### Activity:
Return, from the data below, each line that contains the word "text".

++++ Supplied material ++++

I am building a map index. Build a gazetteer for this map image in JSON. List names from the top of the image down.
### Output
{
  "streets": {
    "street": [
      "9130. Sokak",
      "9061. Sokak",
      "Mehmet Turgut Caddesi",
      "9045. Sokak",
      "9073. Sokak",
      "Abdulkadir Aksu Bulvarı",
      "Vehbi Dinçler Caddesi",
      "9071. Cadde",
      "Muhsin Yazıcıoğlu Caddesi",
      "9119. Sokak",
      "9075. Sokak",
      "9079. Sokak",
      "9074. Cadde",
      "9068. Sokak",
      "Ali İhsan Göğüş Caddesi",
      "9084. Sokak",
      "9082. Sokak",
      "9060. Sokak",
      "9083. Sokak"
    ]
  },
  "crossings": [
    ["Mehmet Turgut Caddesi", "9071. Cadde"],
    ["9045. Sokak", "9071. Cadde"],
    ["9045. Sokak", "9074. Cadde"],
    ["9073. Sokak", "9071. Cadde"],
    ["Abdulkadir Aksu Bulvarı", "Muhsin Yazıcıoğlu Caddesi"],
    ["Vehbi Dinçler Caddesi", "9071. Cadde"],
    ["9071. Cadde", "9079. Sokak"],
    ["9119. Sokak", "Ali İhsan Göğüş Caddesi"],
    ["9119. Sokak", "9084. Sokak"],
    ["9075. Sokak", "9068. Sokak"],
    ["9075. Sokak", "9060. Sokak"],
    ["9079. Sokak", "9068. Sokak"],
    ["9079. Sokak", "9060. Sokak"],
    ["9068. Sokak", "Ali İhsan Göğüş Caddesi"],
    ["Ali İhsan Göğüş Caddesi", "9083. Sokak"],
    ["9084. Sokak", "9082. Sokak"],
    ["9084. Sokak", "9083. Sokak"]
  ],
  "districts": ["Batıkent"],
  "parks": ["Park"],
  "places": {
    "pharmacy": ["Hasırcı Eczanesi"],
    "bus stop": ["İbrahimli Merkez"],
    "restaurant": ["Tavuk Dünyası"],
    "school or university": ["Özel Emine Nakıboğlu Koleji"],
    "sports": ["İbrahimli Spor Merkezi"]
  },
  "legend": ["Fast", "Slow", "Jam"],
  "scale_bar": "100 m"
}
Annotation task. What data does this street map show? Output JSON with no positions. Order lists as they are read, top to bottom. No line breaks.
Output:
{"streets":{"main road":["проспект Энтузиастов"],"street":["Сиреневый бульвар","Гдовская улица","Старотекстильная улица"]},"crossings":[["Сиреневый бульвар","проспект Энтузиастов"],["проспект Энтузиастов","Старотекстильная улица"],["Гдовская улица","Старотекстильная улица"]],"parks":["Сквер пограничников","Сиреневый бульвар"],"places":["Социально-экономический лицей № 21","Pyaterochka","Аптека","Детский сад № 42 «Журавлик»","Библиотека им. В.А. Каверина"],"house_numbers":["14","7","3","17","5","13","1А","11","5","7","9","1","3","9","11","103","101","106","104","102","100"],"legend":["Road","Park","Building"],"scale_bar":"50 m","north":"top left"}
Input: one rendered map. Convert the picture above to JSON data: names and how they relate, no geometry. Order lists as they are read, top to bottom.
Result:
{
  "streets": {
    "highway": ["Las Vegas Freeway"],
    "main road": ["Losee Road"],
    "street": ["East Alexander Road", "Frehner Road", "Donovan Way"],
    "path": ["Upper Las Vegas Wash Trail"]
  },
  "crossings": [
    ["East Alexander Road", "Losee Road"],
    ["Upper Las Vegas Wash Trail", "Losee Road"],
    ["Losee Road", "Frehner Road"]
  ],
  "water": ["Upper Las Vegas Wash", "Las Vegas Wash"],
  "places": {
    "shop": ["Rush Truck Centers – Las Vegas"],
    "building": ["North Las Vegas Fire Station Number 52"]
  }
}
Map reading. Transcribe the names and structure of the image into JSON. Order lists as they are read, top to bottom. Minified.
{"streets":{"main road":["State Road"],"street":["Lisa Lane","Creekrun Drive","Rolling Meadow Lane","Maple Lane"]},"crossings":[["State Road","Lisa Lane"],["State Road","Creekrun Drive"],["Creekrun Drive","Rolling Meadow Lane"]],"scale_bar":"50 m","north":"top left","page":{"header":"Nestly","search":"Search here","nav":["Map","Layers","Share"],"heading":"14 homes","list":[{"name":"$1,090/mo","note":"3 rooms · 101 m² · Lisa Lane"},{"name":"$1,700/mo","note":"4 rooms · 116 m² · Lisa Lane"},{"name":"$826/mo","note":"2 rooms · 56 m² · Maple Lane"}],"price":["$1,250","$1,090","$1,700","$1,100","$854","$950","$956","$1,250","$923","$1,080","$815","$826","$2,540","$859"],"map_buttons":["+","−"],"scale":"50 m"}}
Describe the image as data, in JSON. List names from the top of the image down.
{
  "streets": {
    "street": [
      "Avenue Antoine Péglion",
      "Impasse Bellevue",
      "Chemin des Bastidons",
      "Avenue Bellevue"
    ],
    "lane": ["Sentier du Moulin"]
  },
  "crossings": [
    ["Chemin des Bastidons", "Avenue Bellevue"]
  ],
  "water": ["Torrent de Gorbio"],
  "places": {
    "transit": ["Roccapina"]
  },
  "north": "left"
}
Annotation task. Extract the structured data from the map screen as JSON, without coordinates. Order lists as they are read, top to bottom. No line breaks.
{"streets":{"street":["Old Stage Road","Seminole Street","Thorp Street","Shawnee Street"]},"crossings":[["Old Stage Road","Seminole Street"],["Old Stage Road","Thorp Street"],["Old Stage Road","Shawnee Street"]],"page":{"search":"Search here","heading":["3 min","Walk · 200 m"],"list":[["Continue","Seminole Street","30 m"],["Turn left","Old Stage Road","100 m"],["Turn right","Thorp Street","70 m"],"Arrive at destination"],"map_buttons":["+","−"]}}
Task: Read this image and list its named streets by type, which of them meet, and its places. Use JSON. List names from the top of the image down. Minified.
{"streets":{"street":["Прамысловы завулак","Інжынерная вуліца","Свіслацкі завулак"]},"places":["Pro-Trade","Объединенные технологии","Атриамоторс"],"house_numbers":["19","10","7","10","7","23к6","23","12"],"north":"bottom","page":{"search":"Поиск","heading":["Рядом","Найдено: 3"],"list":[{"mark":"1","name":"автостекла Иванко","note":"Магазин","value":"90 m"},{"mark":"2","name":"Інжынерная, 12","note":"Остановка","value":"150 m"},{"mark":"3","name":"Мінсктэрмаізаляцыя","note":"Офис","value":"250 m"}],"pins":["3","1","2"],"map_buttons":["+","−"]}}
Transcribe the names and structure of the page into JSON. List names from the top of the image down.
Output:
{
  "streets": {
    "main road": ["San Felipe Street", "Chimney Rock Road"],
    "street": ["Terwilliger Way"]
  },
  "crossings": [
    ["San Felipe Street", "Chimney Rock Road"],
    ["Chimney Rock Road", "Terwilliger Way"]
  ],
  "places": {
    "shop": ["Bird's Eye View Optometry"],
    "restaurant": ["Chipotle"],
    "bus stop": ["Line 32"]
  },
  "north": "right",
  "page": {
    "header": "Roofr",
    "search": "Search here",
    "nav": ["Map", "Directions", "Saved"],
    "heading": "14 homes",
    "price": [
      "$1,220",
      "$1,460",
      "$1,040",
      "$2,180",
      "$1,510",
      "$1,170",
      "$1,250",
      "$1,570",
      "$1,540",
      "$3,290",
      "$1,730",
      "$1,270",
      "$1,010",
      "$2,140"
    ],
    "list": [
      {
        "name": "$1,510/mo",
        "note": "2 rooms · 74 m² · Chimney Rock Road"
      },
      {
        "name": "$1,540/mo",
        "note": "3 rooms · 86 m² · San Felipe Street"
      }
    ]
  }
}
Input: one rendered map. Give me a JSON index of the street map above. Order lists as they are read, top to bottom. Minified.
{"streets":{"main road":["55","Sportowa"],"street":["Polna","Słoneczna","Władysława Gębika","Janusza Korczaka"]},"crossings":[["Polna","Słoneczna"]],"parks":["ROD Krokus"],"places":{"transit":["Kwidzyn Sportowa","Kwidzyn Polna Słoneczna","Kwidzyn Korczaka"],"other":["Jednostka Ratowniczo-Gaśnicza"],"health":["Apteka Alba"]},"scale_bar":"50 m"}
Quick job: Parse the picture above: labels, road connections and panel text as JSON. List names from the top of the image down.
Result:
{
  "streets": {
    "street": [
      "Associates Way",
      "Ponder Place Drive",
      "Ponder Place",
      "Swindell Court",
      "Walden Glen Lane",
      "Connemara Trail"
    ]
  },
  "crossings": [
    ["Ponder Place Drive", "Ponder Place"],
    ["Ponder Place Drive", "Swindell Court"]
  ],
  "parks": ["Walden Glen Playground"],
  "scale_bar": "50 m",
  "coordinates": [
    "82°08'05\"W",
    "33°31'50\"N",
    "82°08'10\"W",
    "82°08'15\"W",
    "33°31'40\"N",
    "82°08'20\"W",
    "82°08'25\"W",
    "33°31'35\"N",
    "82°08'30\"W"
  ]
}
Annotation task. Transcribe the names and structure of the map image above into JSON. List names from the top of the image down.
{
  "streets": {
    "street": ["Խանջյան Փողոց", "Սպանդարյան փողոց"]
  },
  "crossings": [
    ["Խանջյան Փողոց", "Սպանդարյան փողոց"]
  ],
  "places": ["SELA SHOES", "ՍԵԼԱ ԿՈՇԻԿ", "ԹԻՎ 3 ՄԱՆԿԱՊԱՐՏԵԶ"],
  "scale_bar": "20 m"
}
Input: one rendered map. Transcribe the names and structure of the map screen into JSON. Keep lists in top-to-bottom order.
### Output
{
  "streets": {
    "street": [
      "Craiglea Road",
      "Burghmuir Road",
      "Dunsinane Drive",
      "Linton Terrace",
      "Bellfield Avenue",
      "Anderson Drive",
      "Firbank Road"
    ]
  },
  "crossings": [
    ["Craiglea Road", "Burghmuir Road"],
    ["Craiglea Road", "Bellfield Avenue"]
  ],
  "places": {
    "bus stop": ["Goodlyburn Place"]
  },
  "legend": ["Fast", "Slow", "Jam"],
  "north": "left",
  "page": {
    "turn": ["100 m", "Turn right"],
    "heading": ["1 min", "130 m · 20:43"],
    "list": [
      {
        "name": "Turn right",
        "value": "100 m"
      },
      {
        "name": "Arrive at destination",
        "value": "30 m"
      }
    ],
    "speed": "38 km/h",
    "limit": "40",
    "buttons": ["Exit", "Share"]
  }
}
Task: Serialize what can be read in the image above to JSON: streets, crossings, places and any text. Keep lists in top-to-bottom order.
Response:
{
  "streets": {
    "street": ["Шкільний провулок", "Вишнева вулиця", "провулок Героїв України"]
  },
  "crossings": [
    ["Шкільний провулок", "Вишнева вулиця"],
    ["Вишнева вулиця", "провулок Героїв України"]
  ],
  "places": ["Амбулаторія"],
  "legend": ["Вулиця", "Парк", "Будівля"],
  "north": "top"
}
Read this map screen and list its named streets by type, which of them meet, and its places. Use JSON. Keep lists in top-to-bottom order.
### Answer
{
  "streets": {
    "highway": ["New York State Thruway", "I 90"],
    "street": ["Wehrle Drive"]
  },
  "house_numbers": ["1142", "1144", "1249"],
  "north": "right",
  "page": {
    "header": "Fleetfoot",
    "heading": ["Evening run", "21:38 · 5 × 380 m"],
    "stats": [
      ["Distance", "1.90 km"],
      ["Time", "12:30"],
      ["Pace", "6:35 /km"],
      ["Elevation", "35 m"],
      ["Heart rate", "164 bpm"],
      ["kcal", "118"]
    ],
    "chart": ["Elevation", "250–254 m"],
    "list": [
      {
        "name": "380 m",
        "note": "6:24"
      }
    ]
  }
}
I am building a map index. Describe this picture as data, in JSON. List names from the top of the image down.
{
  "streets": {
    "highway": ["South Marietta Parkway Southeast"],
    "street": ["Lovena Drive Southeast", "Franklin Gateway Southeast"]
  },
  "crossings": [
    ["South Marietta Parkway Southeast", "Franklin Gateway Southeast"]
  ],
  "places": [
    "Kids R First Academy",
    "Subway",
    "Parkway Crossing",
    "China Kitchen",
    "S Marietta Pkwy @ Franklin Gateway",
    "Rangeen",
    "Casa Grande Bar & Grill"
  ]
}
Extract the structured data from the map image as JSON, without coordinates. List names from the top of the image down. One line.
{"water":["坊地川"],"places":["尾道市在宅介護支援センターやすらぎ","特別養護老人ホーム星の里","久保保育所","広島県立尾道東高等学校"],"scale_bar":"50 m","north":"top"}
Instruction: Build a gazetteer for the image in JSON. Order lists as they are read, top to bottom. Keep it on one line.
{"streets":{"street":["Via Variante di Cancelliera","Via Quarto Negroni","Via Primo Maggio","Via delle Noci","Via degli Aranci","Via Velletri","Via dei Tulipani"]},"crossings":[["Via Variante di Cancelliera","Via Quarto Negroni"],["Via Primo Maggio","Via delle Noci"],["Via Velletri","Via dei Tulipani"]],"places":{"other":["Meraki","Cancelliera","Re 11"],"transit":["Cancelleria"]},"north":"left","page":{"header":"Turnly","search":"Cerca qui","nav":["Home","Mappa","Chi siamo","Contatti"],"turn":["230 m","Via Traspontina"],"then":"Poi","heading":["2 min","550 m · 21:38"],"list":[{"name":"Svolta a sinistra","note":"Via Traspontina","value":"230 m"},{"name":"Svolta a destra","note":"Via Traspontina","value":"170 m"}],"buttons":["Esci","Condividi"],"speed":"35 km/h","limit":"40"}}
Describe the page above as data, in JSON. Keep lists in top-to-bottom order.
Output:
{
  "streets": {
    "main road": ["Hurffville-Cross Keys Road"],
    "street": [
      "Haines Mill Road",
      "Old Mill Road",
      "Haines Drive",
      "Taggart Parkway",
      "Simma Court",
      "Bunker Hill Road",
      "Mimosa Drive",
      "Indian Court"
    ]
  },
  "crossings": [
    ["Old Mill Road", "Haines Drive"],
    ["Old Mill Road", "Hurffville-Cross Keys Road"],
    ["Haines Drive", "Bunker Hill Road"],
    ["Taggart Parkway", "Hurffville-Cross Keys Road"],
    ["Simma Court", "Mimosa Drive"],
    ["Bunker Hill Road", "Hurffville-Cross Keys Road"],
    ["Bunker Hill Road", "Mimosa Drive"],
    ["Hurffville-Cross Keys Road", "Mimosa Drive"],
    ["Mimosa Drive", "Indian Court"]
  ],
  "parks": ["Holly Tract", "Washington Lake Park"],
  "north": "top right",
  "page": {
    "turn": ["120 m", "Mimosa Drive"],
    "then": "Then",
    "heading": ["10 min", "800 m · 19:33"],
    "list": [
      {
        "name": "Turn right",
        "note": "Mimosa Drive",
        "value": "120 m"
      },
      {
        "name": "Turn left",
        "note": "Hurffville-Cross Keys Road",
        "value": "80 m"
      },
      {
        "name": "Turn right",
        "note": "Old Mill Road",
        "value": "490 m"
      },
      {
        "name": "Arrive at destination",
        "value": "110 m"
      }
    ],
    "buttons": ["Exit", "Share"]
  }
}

++++

### Solution to this problem:
Quick job: Parse the picture above: labels, road connections and panel text as JSON. List names from the top of the image down.
Task: Serialize what can be read in the image above to JSON: streets, crossings, places and any text. Keep lists in top-to-bottom order.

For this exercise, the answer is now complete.